Fallaci was so anti-immigration, so anti-Islam that she singled out countries like Pakistan, Albania, Sudan, Bangladesh, Tunisia, Egypt, Algeria and Nigeria, calling the immigrants from these countries as “intruders who contribute to the drug trade and patronise prostitutes who spread AIDS.” Full of hate, fire and fury, she wondered whether Osama bin Laden paid all the Islamic immigrants passage to the West “for the mere purpose of establishing the Reverse Crusade’s settlements and better organising Islamic terrorism.”

For Fallaci each and every Muslim on the face of the earth is a “threat”!


Her book Interview with History was a bestseller for years. She once said that “The only ones [of her interviewees] I’ve had a civil relationship with, remain poor Ali Bhutto, the first prime minister of Pakistan, who was hanged because he was too friendly to the West, and the most excellent king of Jordan: King Hussein. But those two were as Muslim as I am Catholic.”

Prime Minister Bhutto’s famous interview with Fallaci was widely telecast on Pakistan Television. But few know that his blabbing got him in trouble. His loose lips gave away things to Fallaci about Indira Gandhi which almost put the Simla Agreement in jeopardy. We’re told that an alarmed Foreign Office frantically contacted the then Pakistan’s Ambassador to Italy, Brig Hamid Nawaz (father of the current Minister for Law and Justice and Minister of Climate Change and Shahid Hamid, senior counsel in Panamagate scandal case) over a weekend and sent him scurrying post haste in search of Fallaci all over Italy. Finally, the flustered envoy found Fallaci and begged her to expunge those remarks from her interview. She refused point blank and told our Ambassador to go take a flying leap!
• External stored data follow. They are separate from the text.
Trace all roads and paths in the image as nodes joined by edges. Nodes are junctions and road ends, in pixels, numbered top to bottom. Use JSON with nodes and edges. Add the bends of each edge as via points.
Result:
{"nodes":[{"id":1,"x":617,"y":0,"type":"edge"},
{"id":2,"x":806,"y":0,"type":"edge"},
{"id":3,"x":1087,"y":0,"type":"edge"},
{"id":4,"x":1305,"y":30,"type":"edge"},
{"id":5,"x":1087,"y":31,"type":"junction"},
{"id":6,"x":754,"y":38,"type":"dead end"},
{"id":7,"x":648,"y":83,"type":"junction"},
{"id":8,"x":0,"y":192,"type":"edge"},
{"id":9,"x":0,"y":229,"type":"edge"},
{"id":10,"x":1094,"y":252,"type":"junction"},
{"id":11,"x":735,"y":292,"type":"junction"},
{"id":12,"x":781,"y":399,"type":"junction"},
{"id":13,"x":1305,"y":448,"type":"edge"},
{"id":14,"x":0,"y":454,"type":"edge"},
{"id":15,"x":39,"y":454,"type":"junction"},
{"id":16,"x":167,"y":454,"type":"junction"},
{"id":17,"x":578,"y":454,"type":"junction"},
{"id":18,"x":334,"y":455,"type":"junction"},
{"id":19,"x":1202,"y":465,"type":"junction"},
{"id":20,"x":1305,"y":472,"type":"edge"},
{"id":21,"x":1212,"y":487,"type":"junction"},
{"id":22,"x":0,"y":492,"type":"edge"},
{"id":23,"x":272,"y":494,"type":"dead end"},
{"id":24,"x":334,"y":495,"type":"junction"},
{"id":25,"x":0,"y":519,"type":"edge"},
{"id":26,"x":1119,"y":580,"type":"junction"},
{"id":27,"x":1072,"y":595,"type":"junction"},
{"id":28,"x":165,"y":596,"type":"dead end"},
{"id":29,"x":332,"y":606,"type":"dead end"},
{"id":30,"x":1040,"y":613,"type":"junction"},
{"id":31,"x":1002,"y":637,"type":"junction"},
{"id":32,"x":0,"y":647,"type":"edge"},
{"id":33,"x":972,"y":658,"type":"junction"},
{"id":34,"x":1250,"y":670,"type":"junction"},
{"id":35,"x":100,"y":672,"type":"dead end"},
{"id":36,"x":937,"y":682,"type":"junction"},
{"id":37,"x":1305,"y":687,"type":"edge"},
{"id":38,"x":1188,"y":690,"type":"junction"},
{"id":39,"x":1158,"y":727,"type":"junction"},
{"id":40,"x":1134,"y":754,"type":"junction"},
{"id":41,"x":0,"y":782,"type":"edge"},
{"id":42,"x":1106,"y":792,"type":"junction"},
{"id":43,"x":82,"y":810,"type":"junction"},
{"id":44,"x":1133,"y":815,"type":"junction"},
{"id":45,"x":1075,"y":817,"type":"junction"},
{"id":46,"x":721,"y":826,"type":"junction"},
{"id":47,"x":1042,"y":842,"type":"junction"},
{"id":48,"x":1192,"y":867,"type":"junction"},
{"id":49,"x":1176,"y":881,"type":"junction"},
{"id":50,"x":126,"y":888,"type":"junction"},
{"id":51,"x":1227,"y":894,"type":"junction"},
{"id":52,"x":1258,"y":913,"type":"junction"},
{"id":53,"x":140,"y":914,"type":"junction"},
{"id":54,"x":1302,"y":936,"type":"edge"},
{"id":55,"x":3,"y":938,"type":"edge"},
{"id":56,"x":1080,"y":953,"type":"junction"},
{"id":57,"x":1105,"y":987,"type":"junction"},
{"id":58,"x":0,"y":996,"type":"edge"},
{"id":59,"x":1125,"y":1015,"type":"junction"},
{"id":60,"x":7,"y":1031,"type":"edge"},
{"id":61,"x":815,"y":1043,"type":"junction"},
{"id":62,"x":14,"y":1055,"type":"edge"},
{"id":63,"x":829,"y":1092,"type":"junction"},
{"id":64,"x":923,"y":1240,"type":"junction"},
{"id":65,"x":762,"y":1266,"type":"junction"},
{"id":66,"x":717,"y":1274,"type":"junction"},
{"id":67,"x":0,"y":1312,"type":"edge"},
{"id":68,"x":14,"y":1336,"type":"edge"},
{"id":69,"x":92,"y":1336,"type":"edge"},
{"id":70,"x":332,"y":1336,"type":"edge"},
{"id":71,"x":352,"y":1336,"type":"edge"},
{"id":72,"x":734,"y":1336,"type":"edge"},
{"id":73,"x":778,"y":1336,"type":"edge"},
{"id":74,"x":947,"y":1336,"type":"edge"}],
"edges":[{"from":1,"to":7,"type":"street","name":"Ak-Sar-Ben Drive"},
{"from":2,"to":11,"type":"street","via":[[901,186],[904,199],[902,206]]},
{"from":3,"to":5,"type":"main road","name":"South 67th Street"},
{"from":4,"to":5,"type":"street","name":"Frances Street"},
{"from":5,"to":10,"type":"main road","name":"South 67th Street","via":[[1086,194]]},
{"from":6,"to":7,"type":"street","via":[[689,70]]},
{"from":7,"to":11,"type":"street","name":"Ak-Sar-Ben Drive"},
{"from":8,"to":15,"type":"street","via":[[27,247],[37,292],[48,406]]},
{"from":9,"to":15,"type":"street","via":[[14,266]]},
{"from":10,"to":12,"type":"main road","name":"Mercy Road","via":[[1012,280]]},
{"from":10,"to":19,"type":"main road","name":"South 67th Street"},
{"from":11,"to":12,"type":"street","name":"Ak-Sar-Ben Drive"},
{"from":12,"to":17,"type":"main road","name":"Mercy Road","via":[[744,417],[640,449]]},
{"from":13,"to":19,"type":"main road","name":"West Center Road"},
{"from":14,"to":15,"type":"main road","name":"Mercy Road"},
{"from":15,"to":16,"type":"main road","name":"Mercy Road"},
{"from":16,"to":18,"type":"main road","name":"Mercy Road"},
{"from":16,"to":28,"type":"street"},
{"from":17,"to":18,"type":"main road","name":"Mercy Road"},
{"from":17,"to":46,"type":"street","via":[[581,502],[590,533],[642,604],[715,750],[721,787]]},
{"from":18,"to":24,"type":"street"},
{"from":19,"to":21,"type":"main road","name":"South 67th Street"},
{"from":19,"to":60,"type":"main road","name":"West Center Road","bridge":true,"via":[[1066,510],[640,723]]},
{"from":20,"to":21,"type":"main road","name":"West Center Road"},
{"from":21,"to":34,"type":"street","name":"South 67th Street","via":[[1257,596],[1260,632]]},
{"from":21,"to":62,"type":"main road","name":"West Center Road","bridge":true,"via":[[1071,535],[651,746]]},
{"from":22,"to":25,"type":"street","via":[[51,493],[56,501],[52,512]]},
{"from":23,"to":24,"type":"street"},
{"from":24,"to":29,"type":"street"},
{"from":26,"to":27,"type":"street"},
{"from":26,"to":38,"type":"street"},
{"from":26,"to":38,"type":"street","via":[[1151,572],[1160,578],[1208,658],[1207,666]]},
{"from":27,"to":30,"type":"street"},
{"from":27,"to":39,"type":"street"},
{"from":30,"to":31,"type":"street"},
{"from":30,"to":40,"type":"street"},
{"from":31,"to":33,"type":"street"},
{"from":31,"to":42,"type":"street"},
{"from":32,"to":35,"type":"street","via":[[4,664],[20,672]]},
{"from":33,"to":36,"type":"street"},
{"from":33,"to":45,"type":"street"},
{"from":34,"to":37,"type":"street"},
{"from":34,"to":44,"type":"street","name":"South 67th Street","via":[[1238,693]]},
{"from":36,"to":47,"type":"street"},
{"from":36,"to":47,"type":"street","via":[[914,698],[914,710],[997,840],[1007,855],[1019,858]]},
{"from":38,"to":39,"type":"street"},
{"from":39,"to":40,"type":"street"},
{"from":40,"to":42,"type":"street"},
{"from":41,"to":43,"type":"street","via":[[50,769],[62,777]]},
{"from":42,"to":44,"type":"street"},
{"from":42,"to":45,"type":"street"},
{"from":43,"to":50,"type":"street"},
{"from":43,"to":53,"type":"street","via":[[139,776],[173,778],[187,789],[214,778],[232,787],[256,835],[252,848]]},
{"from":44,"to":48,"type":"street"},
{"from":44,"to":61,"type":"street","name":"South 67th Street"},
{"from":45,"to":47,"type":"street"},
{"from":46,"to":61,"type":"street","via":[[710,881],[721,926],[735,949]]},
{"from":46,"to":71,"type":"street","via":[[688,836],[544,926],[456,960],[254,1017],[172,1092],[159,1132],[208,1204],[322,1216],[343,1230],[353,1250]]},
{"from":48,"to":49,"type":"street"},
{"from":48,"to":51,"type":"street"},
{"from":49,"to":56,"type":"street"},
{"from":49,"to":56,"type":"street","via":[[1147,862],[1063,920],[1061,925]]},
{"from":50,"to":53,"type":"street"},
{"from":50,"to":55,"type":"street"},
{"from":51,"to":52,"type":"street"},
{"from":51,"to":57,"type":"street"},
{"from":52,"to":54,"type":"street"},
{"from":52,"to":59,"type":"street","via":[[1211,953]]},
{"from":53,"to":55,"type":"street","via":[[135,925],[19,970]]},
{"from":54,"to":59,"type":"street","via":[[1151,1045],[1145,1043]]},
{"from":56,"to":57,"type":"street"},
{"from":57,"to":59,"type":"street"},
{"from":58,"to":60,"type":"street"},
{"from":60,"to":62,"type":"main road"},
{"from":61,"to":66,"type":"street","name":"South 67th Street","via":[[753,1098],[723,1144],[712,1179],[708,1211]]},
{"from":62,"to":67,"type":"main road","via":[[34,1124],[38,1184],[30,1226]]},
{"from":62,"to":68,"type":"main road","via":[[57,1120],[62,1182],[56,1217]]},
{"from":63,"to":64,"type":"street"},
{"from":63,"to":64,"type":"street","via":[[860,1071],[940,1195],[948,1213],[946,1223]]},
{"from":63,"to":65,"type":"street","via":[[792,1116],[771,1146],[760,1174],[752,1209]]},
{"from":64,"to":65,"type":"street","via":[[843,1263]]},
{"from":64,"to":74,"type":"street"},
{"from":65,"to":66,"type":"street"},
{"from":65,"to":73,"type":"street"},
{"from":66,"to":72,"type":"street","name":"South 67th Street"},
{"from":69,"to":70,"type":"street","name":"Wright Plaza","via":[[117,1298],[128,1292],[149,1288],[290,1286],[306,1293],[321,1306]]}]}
Donald Trump is a clone of Oriana Fallaci. He is convinced that keeping people out from the six Muslim countries will keep America safe. But the most recent leaked report by the Homeland Security Department finds insufficient evidence to support claims that citizens of the seven and now six banned Muslim-majority countries pose a terror threat to America. The report concludes that citizenship was an “unlikely indicator” of terrorism threats to America, and that ‘few people from the countries Mr Trump listed in his travel ban have carried out attacks or been involved in terrorism-related activities in the US since Syria’s civil war started in 2011.’

The three-page report, while challenging President Trump’s claims of Muslims as terrorists said 82 people the government determined were inspired by a foreign terrorist group to carry out or try to carry out an attack in America, just over half were US citizens born in the country who were radicalised. “The others were from 26 countries, led by Pakistan, Somalia, Bangladesh, Cuba, Ethiopia, Iraq and Uzbekistan. Of these, only Somalia and Iraq were among the seven nations included in the ban.”

Pakistan is sadly quoted in the report as being one of the countries from where the odd terrorist originates to carry out attacks in America. Afghanistan is another such country… Omar Mateen, an Afghan-American killed 49 people in a nightclub in Orlando, Florida, last year. The 29-year-old shooter identified himself as ‘Mujahideen’ who pledged his allegiance multiple times to the IS.

Published in The Express Tribune, March 10th, 2017.